– Конечно, ихние добродетели вам больше известны, матушка, потому как ихнее к вам большое пристрастие было, особливо насчет Манефы Ивановны…
– Еще и Манефу Ивановну какую-то приплела… ну, плети, плети свои сплётки, голубушка.
– В девочках я точно что больно шустра была, ваше благородие. Известно, без призору, как крапива у забора росла, так и норовишь, бывало, озорство какое ни на есть сделать. Добру учить было некому, а и начнет, бывало, родитель учить, так все больше со злом: за волосы притаскает либо так прибьет, а не то так и прищемить норовит… как еще жива осталась… Вот матушка Мавра Кузьмовна сказывала вам, будто родитель наш плакался, как меня в скиты привез, так это они напрасно сказали. Родитель наш такое сердце в себе имеют, что даже что такое есть слезы не знают… А если и в сам-деле плакали, так это потому, что по обычаям в таком деле слезы следуют, а без слез люди осудят. Была у нас суседка, старуха старая, так она только одна и жалела меня, даже до господина надзирателя доходила с жалобой, как родитель со мной обходится, только господин надзиратель у родителя закусил и сказал, что начальство в эти дела не входит. Так старуха-то, бывало, только дивится, как это я жива состою: вот какое житье было…
Тебенькова закручинилась и утирала концом платка, которым повязана была ее голова, катившиеся из глаз слезы. Кузьмовна, напротив, стояла совершенно бесстрастно, сложивши руки и изредка улыбаясь.

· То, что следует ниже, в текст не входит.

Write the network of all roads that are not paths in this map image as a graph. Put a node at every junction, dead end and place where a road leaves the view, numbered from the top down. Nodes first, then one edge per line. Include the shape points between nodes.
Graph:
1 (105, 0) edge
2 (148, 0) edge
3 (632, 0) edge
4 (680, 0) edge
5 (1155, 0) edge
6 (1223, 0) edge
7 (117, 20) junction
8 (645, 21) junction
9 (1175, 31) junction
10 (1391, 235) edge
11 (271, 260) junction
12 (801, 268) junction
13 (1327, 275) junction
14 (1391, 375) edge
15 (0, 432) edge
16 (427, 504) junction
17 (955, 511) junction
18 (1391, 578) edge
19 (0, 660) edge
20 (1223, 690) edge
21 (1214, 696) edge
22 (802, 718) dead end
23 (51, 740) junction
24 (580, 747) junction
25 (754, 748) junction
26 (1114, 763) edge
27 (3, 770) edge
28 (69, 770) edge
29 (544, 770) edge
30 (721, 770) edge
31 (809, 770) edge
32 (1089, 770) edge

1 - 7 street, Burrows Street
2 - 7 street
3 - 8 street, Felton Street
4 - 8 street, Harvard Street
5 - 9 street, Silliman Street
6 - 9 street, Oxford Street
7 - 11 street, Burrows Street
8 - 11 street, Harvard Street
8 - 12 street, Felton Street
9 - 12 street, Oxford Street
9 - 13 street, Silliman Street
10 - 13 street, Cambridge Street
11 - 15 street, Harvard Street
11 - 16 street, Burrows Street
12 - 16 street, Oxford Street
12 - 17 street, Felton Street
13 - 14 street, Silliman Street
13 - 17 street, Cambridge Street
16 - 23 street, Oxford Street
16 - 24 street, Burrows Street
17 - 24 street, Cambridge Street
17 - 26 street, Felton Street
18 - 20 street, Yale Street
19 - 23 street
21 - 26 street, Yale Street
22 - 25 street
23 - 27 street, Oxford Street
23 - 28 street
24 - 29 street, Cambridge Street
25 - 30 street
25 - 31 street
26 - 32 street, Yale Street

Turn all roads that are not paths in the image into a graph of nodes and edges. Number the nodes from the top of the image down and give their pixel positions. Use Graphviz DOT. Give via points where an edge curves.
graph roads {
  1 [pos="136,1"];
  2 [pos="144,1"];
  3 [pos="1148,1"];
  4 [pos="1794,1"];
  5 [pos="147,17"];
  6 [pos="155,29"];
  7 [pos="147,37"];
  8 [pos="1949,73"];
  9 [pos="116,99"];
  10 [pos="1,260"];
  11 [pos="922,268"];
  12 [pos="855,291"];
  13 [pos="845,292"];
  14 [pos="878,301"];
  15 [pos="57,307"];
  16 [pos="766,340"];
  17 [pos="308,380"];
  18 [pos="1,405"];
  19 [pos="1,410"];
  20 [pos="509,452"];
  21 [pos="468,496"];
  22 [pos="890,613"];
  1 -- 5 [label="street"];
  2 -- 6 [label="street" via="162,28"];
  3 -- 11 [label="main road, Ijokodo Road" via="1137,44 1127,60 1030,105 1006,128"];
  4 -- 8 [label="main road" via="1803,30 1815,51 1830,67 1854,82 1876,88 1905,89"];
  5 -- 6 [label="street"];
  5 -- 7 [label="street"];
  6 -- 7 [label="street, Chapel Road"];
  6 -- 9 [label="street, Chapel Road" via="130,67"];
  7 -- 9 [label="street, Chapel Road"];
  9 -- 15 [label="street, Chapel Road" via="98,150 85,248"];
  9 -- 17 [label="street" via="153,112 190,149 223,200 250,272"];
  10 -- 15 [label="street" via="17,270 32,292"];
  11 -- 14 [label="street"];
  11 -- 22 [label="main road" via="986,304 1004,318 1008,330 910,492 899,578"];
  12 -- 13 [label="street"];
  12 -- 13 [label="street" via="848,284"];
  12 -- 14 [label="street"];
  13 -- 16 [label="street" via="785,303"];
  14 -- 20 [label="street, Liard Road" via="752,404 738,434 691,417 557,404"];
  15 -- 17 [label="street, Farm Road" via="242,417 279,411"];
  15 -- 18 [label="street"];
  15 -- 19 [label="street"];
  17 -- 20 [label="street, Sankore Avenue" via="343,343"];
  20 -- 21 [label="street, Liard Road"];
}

– Конечно, сударь, может, мамынька и провинилась перед родителем, – продолжала Тебенькова, всхлипывая, – так я в этом виноватою не состою, и коли им было так тошно на меня смотреть, так почему ж они меня к дяденьке Павлу Иванычу не отдали, а беспременно захотели в своем доме тиранить? А дяденька сколько раз их об этом просили, как брат, почитая память покойной ихней сестры, однако родитель не согласились ихней просьбы уважить, потому что именно хотели они меня своею рукой загубить, да и дяденьке Павлу Иванычу прямо так и сказали, что, мол, я ее из своих рук до смерти доведу…
Половников вздохнул.
– Вот они каковы все, – сказал он, – по наряду, где написано плакать, во всякое время плакать готовы, а християнскую душу загубить ничего не значит.
– Что делать! каковы уродились, таковы и есть, не посетуй, родимый! – заметила иронически Кузьмовна, – у тебя бы поучиться, да ты, вишь, только ложечки ковырять умеешь, а немца наймовать силы нетутка.

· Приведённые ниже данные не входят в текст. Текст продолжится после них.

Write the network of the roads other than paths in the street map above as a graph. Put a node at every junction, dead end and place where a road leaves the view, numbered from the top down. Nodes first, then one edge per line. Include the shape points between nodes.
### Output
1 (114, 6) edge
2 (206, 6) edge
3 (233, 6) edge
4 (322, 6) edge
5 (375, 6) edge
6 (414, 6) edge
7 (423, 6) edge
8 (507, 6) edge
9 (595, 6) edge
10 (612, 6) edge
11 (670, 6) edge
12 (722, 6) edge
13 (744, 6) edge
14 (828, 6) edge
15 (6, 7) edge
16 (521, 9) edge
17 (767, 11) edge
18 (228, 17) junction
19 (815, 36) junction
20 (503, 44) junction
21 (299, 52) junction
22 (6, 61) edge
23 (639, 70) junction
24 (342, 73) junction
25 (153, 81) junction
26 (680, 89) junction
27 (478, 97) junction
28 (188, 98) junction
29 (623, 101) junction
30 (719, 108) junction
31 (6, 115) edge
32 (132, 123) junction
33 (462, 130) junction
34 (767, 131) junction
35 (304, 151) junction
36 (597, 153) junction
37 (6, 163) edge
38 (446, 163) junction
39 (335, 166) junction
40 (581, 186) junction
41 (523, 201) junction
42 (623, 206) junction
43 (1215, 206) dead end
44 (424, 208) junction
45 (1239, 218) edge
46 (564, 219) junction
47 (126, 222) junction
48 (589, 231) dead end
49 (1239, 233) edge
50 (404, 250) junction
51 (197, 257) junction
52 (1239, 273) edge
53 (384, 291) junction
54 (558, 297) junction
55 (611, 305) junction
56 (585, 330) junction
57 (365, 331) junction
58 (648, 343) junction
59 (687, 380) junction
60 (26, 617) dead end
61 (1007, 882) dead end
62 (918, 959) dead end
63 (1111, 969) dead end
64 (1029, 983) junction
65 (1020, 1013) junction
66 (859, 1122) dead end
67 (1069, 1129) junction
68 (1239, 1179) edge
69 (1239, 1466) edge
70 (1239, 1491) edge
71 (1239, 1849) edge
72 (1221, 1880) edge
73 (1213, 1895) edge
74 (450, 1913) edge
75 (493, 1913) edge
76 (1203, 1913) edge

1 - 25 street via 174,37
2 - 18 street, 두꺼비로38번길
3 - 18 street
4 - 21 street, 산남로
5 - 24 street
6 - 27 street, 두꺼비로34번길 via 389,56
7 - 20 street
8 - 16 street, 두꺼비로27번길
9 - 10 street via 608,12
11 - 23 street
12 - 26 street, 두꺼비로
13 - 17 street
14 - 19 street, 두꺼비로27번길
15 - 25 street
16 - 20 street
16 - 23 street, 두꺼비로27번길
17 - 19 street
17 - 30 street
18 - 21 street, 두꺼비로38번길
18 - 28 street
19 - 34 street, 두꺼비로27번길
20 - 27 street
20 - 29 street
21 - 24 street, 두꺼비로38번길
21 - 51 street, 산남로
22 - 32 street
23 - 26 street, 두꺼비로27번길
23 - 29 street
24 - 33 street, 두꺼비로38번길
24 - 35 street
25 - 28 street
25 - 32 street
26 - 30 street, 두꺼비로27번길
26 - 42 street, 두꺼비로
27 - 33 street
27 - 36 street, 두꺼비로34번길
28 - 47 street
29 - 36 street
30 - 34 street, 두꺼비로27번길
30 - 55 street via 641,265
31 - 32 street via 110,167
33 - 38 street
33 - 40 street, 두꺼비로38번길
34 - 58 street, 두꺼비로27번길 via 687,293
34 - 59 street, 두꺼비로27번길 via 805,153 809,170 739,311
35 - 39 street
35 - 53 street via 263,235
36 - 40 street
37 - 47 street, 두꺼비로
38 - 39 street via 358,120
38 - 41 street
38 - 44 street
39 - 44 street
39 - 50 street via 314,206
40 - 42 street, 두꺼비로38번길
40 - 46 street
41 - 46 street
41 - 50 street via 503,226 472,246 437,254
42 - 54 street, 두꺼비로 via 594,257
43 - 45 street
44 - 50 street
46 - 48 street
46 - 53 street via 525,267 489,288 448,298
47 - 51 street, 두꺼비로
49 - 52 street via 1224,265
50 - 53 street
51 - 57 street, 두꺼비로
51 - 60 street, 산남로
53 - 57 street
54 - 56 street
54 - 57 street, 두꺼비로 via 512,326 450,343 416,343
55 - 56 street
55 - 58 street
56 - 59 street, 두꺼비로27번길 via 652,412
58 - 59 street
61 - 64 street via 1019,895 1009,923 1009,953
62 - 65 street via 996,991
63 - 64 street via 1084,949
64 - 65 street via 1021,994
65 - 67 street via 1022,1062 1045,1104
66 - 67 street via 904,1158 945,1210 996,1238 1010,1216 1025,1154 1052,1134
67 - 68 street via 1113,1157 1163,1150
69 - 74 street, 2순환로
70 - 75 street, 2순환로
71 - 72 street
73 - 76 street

– Жила я таким родом до шестнадцати годков. Родитель наш и прежде каждый год с ярмонки в скиты езживал, так у него завсегда с матерями дружба велась. Только по один год приезжает он из скитов уж не один, а с Манефой Ивановной – она будто заместо экономки к нам в дом взята была. Какая она уж экономка была, этого я доложить вашему благородию не умею…

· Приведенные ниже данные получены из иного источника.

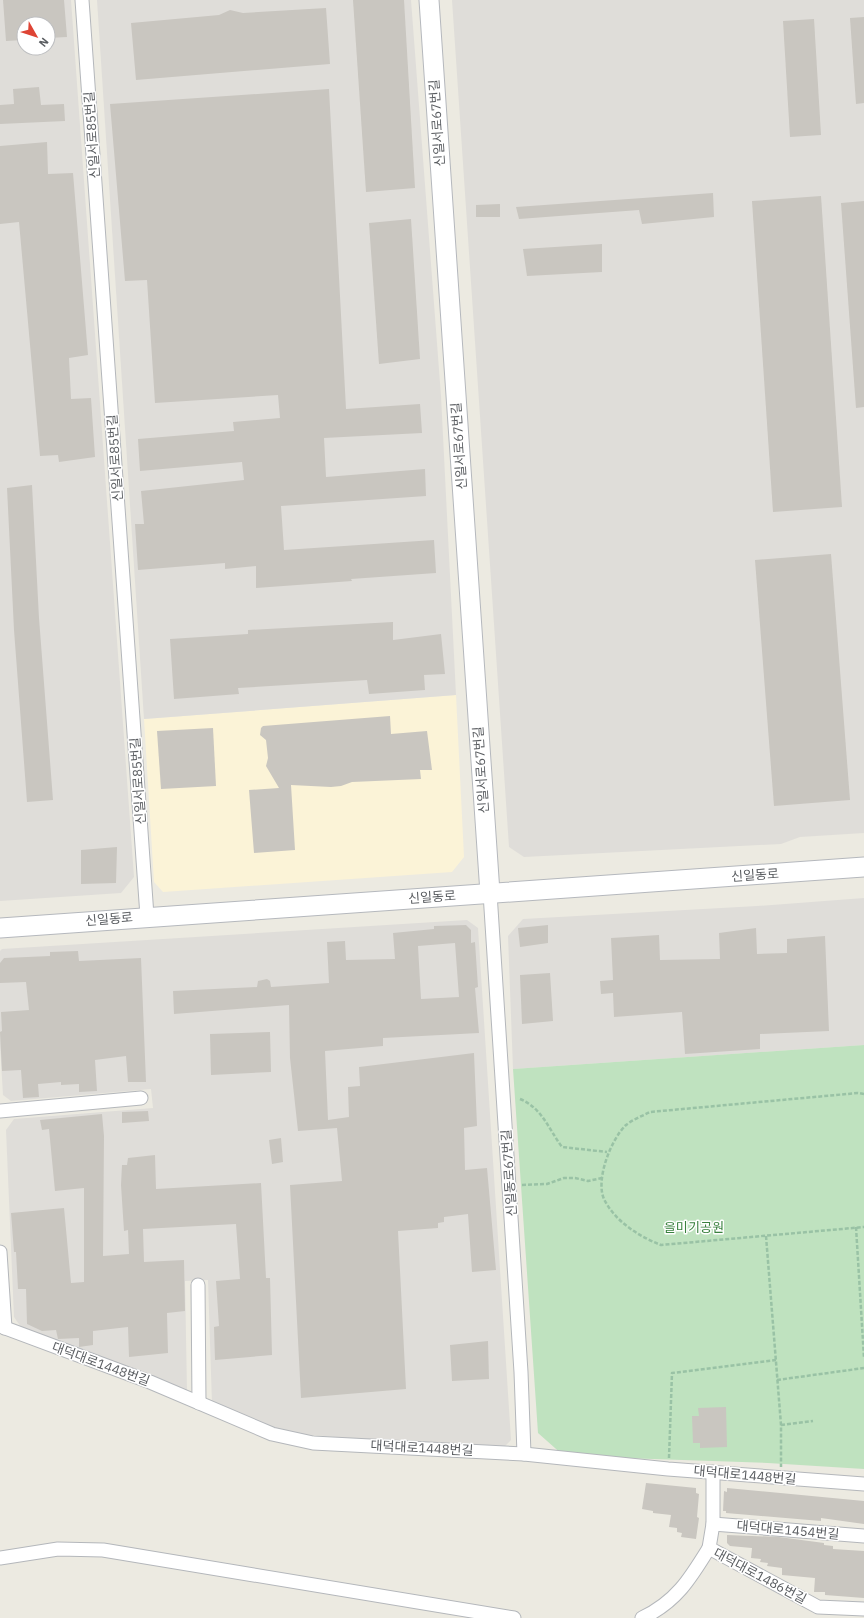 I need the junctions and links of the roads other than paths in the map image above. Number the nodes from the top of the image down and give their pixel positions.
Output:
1 (82, 0) edge
2 (429, 0) edge
3 (864, 867) edge
4 (490, 893) junction
5 (147, 916) junction
6 (0, 928) edge
7 (141, 1098) dead end
8 (0, 1111) edge
9 (0, 1252) edge
10 (198, 1285) dead end
11 (3, 1327) edge
12 (199, 1403) junction
13 (524, 1454) junction
14 (713, 1472) junction
15 (864, 1484) edge
16 (713, 1524) junction
17 (864, 1536) edge
18 (709, 1548) junction
19 (0, 1558) edge
20 (864, 1609) edge
21 (514, 1618) edge
22 (642, 1618) edge

1 - 5 street, 신일서로85번길
2 - 4 main road, 신일서로67번길
3 - 4 main road, 신일동로
4 - 5 main road, 신일동로
4 - 13 street, 신일동로67번길
5 - 6 main road, 신일동로
7 - 8 street
9 - 11 street
10 - 12 street
11 - 12 street, 대덕대로1448번길
12 - 13 street, 대덕대로1448번길
13 - 14 street, 대덕대로1448번길
14 - 15 street, 대덕대로1448번길
14 - 16 street, 대덕대로1486번길
16 - 17 street, 대덕대로1454번길
16 - 18 street, 대덕대로1486번길
18 - 20 street, 대덕대로1486번길
18 - 22 street
19 - 21 street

– Будто уж и не умеешь? – прервала Кузьмовна. – А ты почему знаешь, что умеет? – спросил я.
– Да ведь и по виду, сударь, различить можно, что девка гулящая, – сказала она.
– Только стало мне жить при ней полегче. Начала она меня в скиты сговаривать; ну, я поначалу-то было в охотку соглашалась, да потом и другие тоже тут люди нашлись: "Полно, говорят, дура, тебя хотят от наследства оттереть, а ты и рот разинула". Ну, я и уперлась. Родитель было прогневался, стал обзывать непристойно, убить посулил, однако Манефа Ивановна их усовестили. Оне у себя в голове тоже свой расчет держали. Ходил в это время мимо нашего дому…
Тебенькова потупилась и покраснела. Несколько секунд стояла она таким образом, не говоря ни слова, но потом оправилась и продолжала свой рассказ тем мягко-застенчивым голосом, в котором слышались слезы молодой и не испорченной еще души.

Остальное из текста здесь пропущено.